What crises teach us about innovation

During World War II, the US and the UK had no doubt of dominating normal competition principles. Desperate to improve their air defenses, British aircraft pioneer Frank Whittle was forced to work with Rover and Rolls-Royce and then their engine design to the Americans for production in large volumes. After all, the world’s future was at stake.

This example is worth considering today, as authorities are launching a much-announced suppression of anti-competitive behavior by Big Tech and other large companies. The problems need to be addressed, as the EU recently did with a groundbreaking € 875 million case against German carmakers for colluding to delay the implementation of clean emissions technologies.

But authorities must also ensure that their efforts do not deter the necessary cooperation to solve the pressing problems of climate change and global health. Individual companies are critical to delivering groundbreaking solutions – see the progress of cancer treatments and Tesla steal a march on electric cars.

Some problems are too urgent to wait for the inevitable trial and error process. Covid-19 has forced some governments to reconsider their approach to competition and industrial policy.

During the first UK shutdown last year, the UK dairy industry found itself in a crisis because it usually has three separate supply chains that do not communicate. Farms that normally cater to the luxury hospitality sector have seen demand fall, while supermarkets and milk processors have not been able to get their hands on enough. But they were terrified of working together to solve the problem, because there were already eight companies £ 50 million fined for price fixing. The problem was finally solved when the British government gave members of the industry special permission to research producers and share the results until supply and demand balance.

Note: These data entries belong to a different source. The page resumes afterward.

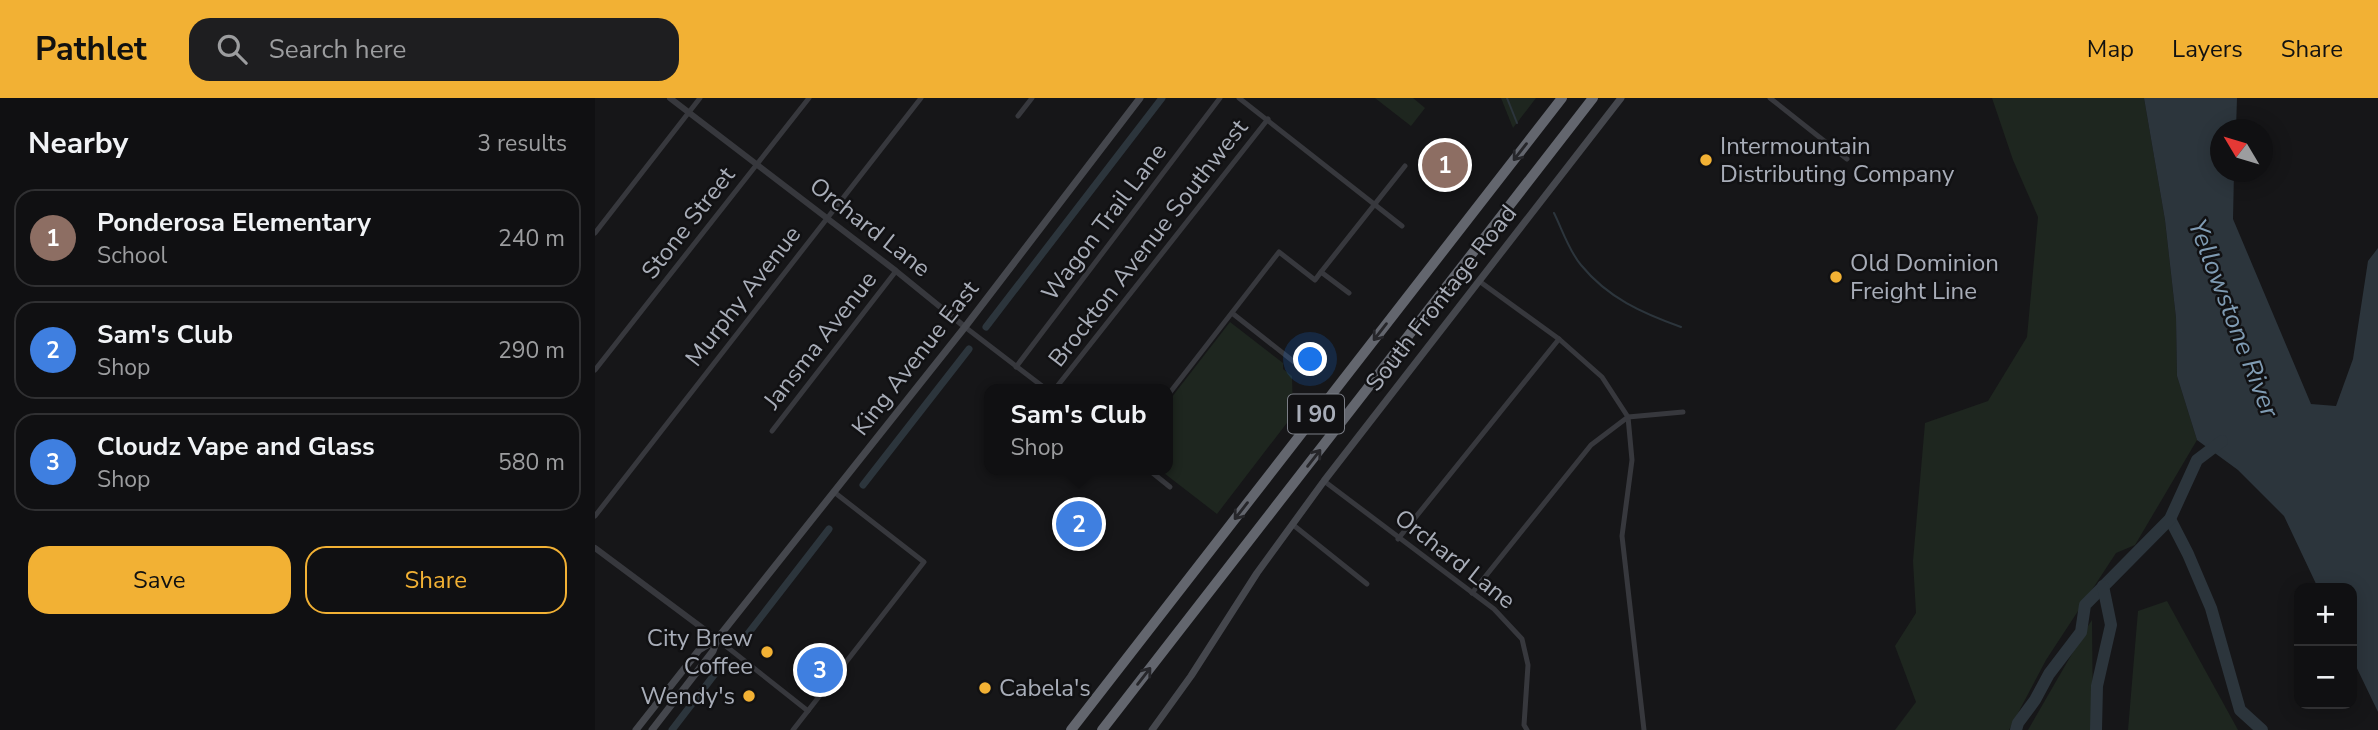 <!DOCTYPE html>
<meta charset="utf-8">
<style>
:root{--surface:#101012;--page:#1e1e20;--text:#f1f3f6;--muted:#9c9d9f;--line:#303032;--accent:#f2b134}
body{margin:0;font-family:"Nunito Sans",sans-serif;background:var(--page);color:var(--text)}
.controls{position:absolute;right:21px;bottom:21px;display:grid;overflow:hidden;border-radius:14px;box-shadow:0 4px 18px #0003}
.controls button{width:63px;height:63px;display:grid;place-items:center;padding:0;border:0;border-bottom:2px solid var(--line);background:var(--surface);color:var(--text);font:35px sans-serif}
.compass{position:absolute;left:1615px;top:21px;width:63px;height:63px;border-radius:50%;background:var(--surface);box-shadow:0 4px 18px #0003;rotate:308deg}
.you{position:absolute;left:716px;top:262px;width:24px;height:24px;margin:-18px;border:5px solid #fff;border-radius:50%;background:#1a73e8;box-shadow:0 0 0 10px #1a73e833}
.badge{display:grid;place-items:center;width:46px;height:46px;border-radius:50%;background:var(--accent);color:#fff;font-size:23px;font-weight:700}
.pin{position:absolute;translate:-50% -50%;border:4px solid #fff;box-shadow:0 2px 7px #0006}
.popup{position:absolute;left:389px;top:286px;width:189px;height:91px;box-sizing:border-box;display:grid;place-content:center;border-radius:14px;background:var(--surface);filter:drop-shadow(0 2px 5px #0005);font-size:23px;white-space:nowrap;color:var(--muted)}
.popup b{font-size:26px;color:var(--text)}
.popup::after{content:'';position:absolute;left:50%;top:100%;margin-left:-14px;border:14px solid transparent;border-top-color:var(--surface)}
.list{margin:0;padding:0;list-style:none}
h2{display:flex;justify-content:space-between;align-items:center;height:91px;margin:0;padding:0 28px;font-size:30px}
h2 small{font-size:23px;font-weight:400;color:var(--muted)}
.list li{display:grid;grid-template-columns:46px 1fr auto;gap:21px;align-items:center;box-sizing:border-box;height:98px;margin:0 14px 14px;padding:0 14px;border:2px solid var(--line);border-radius:21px}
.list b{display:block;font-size:26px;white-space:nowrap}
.list p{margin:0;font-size:23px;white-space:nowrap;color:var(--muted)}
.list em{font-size:23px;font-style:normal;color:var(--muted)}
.actions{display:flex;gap:14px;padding:21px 28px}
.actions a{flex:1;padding:16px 0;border:2px solid var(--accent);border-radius:21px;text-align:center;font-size:24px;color:var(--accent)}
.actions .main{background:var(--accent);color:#111}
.icon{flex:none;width:38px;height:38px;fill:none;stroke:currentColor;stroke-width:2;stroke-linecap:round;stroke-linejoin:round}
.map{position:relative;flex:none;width:1783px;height:632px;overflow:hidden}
header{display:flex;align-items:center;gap:42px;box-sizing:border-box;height:98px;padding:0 35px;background:var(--accent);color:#111}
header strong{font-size:33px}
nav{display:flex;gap:38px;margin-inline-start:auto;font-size:24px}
.search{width:490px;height:63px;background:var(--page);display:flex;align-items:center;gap:18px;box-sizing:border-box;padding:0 24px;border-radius:21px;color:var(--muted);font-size:26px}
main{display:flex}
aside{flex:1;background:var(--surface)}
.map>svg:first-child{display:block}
.green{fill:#1e261f}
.water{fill:#2c353c}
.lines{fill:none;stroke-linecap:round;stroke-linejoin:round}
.stream{stroke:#2c353c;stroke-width:2}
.canal{stroke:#2c353c;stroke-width:7}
.river{stroke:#2c353c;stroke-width:12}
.minor{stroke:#37383d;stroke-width:5}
.tertiary{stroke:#37383d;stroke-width:6}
.secondary{stroke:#45474d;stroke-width:7}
.motorway{stroke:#63666e;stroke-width:10}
.oneway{stroke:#26262a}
.poi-dot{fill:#f2b134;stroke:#111113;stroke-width:2.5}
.labels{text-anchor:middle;stroke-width:5;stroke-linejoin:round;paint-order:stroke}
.shield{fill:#111113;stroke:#7b7e86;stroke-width:2}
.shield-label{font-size:23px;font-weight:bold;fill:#a8adb8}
.poi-label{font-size:24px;fill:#a8adb8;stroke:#111113;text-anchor:start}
.street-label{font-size:24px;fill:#a8adb8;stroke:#111113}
.water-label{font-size:26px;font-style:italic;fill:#7f9bb3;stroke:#111113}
</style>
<header>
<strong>Pathlet</strong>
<div class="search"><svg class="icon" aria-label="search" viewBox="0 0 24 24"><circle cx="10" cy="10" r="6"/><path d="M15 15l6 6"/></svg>Search here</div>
<nav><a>Map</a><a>Layers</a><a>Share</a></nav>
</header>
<main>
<aside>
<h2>Nearby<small>3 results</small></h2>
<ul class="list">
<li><span class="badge" style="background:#8d6e63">1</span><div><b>Ponderosa Elementary</b><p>School</p></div><em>240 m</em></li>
<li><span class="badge" style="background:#3f7fe0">2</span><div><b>Sam's Club</b><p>Shop</p></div><em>290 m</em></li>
<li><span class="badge" style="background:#3f7fe0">3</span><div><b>Cloudz Vape and Glass</b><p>Shop</p></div><em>580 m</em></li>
</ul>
<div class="actions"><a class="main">Save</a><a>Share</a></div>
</aside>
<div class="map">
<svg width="1783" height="632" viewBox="0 0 1783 632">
<rect width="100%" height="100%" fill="#161618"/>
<!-- green -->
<g class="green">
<path d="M780,0H818L830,10L816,28Z"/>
<path d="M906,0H941L918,30Z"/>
<path d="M1397,0H1549L1570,122L1581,220L1582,278L1602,342L1540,447L1521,455L1451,562L1414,632H1300L1321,604L1300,548L1321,515L1318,463L1330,325L1393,303L1432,239L1443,119L1418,62Z"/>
<path d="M635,224L688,265V271L697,278L698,317L622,416L565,372H573V304Z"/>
<path d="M1572,503L1643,632H1533L1543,513Z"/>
<path d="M1497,522L1498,632H1433L1493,528Z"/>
</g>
<!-- water -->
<path class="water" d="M1549,0H1642L1641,31L1626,32V74H1639L1638,121L1716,306L1741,308L1758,261L1773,163L1783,150V614L1757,560V490H1723L1689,418L1643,372L1602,342L1582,278L1581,220L1570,122Z"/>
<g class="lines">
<!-- stream -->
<g class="stream">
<path d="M912,0L922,25"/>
<path d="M959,115C967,131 974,153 986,167C1013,200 1047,215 1086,229"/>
</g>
<!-- canal -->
<g class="canal">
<path d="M391,229L567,0"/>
<path d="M268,387L374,251"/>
<path d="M145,546L234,431"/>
<path d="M77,632L129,564"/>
</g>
<!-- river -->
<g class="river">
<path d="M1575,421L1593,456L1616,510L1645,612L1667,632"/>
<path d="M1421,632L1423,625L1440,602L1454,576L1486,534L1490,507L1575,421L1602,362L1627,343"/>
<path d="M1501,632L1502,588L1516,527L1508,488"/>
</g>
<!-- minor -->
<g class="minor">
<path d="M644,0L807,128"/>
<path d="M1175,0L1252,61"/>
<path d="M423,18L437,0"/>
<path d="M0,135L105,0"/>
<path d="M726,174L810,68"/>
<path d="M884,183L964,241L1007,279L1033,319L1037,362L1027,438L1049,632"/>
<path d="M637,215L703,267"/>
<path d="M370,229L451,291"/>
<path d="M421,269L625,0"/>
<path d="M0,272L214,0"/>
<path d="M460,291L673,21"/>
<path d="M573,297L684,154L720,182L726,174L754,195"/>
<path d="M177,333L301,173"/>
<path d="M554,372L575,389"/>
<path d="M729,383L899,511L927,541L933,567L929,627L932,632"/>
<path d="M0,418L326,0"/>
<path d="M697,426L772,486"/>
<path d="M803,441L964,241"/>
<path d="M877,495L996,347L1033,319L1088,314"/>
<path d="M122,541L213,613"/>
<path d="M198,632L329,464L239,394"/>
</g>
<!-- tertiary -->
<g class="tertiary">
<path d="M75,0L301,173L370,229"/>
<path d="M0,450L122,541"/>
</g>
<!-- secondary -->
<g class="secondary">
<path d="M41,632L104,552L122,541L370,229L545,0"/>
<path d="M57,632L118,553L122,542"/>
<path d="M557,632L596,578L662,475L729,383L1026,0"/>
</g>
<!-- motorway -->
<g class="motorway">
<path d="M476,632L967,0"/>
<path d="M507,632L998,0"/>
</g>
</g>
<!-- one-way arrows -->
<defs><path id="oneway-shaft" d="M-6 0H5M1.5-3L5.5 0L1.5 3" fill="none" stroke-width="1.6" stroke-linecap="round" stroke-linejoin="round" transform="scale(1.75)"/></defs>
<g class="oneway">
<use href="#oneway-shaft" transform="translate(925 54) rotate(128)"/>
<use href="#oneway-shaft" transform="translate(785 234) rotate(128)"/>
<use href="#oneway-shaft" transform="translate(719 360) rotate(-52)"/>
<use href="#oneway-shaft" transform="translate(646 413) rotate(128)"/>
<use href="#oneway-shaft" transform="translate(549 578) rotate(-52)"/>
</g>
<!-- markers -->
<g class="poi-dot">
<circle cx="1111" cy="62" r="7"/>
<circle cx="1241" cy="179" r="7"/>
<circle cx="172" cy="554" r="7"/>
<circle cx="390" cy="590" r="7"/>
<circle cx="154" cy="598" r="7"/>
</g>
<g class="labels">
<!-- shield labels -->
<rect class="shield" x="693" y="296.5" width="56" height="39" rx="5"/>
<g class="shield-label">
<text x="721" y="324">I 90</text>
</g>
<!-- poi labels -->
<g class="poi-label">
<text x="1125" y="56">Intermountain<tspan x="1125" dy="28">Distributing Company</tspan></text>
<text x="1255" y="173">Old Dominion<tspan x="1255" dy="28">Freight Line</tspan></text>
<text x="158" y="548" text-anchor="end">City Brew<tspan x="158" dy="28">Coffee</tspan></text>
<text x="404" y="598">Cabela's</text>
<text x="140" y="606" text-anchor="end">Wendy's</text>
</g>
<!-- street labels -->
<g class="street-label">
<text transform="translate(509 124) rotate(-53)" y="8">Wagon Trail Lane</text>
<text transform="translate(93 125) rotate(-52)" y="8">Stone Street</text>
<text transform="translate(275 129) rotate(38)" y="8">Orchard Lane</text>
<text transform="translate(553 145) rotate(-52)" y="8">Brockton Avenue Southwest</text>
<text transform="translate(148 198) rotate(-52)" y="8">Murphy Avenue</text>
<text transform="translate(846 200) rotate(-52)" y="8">South Frontage Road</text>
<text transform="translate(225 242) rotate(-52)" y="8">Jansma Avenue</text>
<text transform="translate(320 260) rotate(-52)" y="8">King Avenue East</text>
<text transform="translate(860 461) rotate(38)" y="8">Orchard Lane</text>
</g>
<!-- water labels -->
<g class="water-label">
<text transform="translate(1639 220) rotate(69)" y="9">Yellowstone River</text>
</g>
</g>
</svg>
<div class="controls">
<button>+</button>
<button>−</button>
</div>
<svg class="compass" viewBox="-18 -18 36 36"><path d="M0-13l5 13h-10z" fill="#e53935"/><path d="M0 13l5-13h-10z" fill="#9c9d9f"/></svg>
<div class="you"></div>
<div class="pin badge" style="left:850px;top:67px;background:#8d6e63">1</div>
<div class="pin badge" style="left:484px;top:426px;background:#3f7fe0">2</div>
<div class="popup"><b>Sam's Club</b>Shop</div>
<div class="pin badge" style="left:225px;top:572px;background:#3f7fe0">3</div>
</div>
</main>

The US has meanwhile called on the Defense Production Act of 1950 to speed up vaccine production. This prevented the controversy of exporting key supplies, and told the manufacturers to postpone other products and even handed over control from a supplier’s factory to Johnson & Johnson after errors ruined millions of doses.

These lessons need to be applied more widely. There are different ways to do this. Governments can identify specific technology areas, say carbon capture, electric batteries or cancer vaccines, and invite companies to apply to collaborate on specific projects. The permits must be time-limited but renewable, and authorities must demand input from licensing and pricing decisions.

Another option would be to set up a pre-approval process with which companies that want to work together will notify their governments and get guidance on whether governments will object to it.

The EU has a proven model for this. Under a 1962 ordinance, companies could ask the European Commission for “consolation letters” that they had been notified of a co-operation agreement and had not objected to. The process was scrapped in 2003 to force companies to decide for themselves, but in April last year, the commission revived it as part of its response to the Covid-19 pandemic.

Competition Commissioner Margrethe Vestager suggested that the commission be prepared to use the process in the green energy context also, which all benefit. The extreme weather of summer reminds us that we are running out of time with the global temperature rise. The stakes are too high to be purist.